Toen ik een keer in de kerk was, hoorde ik dat we ‘gezalfden des Heeren’ waren en dat de Heer ons af en toe corrigeert, zodat we kunnen groeien in het geloof in Hem. Ik dacht “ moeten we dan zoveel pijn hebben?” Toen ik naar voren ging, kreeg ik van de Heer een beeld van dat bad van Bethesda, waar de Heer tegen de verlamde man zei “neem je bed op en wandel”. Even later kwam er een vrouw naar me toe om voor me te bidden, waarop ze zei: “Je kan het,  je kan het. Verder weet ik niet wat ik ermee moet”.   Ik wilde graag weer werken, maar dat mocht niet van de neuroloog. Van de bedrijfsarts mocht ik wel wat administratief werk doen en begon zo met twee uur per dag te werken. Ik mocht tenminste werken; koffie inschenken en een praatje maken bij de demente bejaarde groep op mijn werk. Inmiddels werk ik weer volledig in de zorg. “Ik kan het dus!”,  dat was wat deze vrouw van de Heer doorkreeg.

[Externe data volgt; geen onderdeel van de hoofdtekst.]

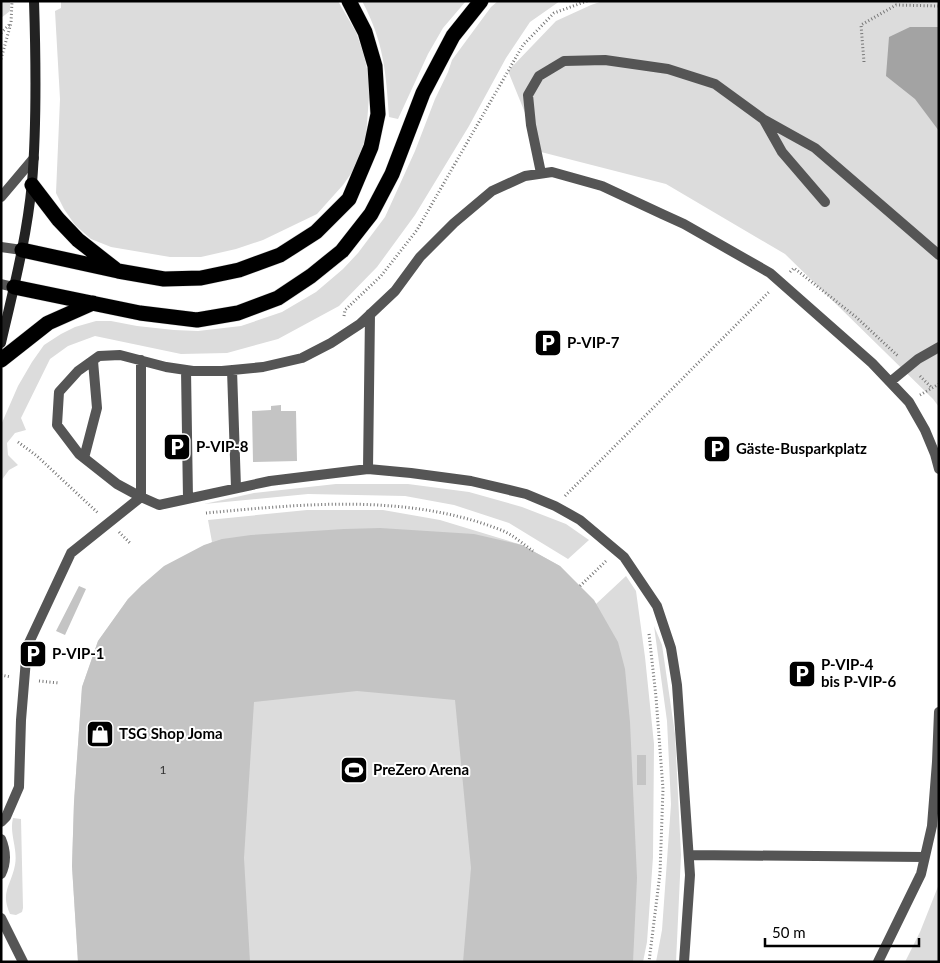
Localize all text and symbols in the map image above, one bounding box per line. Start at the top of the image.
parking icon: P-VIP-7 [533,328,563,358]
place label: P-VIP-7 [567,333,620,351]
parking icon: P-VIP-8 [162,432,192,462]
parking icon: Gäste-Busparkplatz [702,434,732,464]
place label: P-VIP-8 [196,437,249,455]
place label: Gäste-Busparkplatz [736,439,867,457]
parking icon: P-VIP-1 [18,639,48,669]
place label: P-VIP-1 [52,644,105,662]
place label: P-VIP-4 bis P-VIP-6 [821,655,896,690]
parking icon: P-VIP-4 bis P-VIP-6 [787,659,817,689]
shop icon: TSG Shop Joma [85,719,115,749]
place label: TSG Shop Joma [119,724,223,742]
sports icon: PreZero Arena [339,755,369,785]
place label: PreZero Arena [373,760,469,778]
house number: 1 [160,762,167,777]
scale bar [765,916,919,948]
text: 50 m [772,923,806,941]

Weet u, toen onze zoon klein was, heb ik hem een liedje geleerd. En als er iets tegen zat dan kon hij dat zingen. Het ging zo: “Weet je dat de Vader je kent? Weet je dat je van waarde bent? Weet je wel, weet je wel, je bent een parel! Weet je wel dat je een parel bent, een parel in Gods hand!” Zo zijn wij diamanten in Gods hand, die geslepen moeten worden om mooi te gaan glimmen. Dit proces doet soms zeer. maar als we willen groeien dan moeten we wel eens wat doorstaan. Voor ik die nekhernia kreeg, bad ik steeds: “ Heer vernieuw mijn denken. Dat ik Uw wil mag doen”.Ja, en als we dat bidden gaat de Heer aan ons werken en mogen we leren Hem ook in moeilijke situaties te blijven volgen.

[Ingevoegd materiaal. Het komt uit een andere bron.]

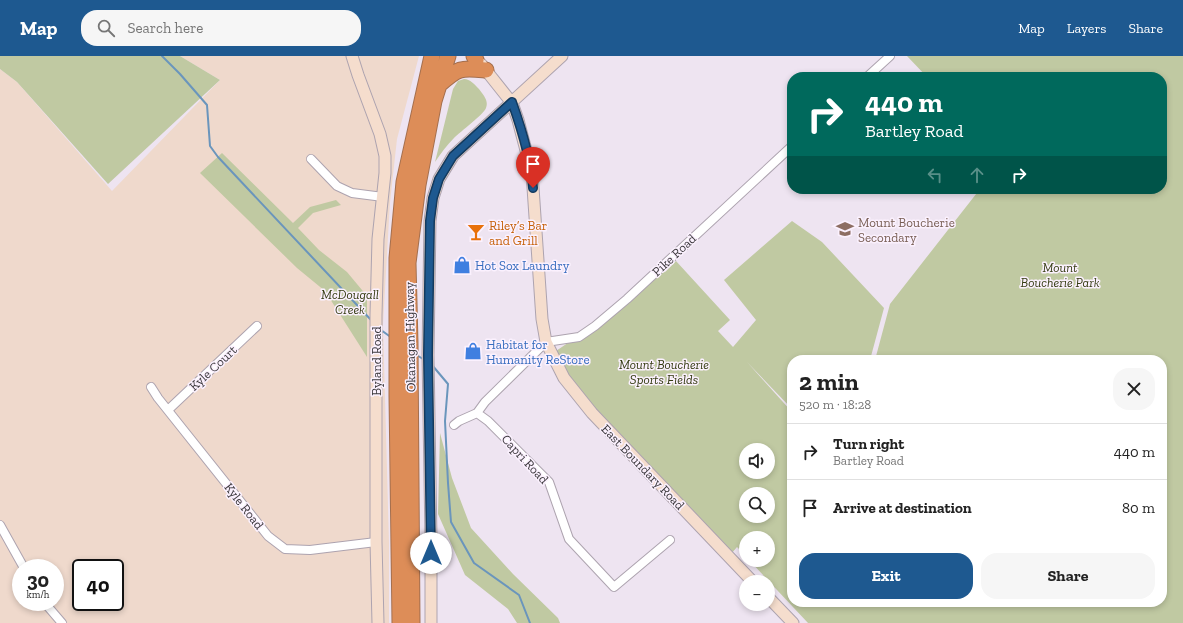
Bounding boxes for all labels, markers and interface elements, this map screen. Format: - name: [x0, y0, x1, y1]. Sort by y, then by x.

Ik wilde ook van de medicijnen af, want als ik praatte was het net of dat ik dronken was. Ik vroeg mijn zoon of hij wilde vragen of de groep voor mij wilde bidden. Dat hebben ze gedaan en vanaf die dag ben ik totaal van de medicijnen af. Toen ik weer op controle moest komen en de dokter vroeg hoe het ging, vertelde ik wat ik nog voelde: “… nog wat trillingen in mijn arm.” Hij zei dat de nekhernia weg was en dat deze nooit meer terug zou komen. Hij zei dat hij vond dat er een compleet andere vrouw tegen over hem zat dan degene die hij voor het eerst leerde kennen. Dat zei hij twee keer want hij kon er niet over uit dat ik zo opgewekt was. Hij had verwacht dat hij mij door moest sturen naar Brugge voor een operatie, maar ik dank God voor verhoring van gebeden en Zijn genezing. God zij dank en aan Hem alle eer. Amen!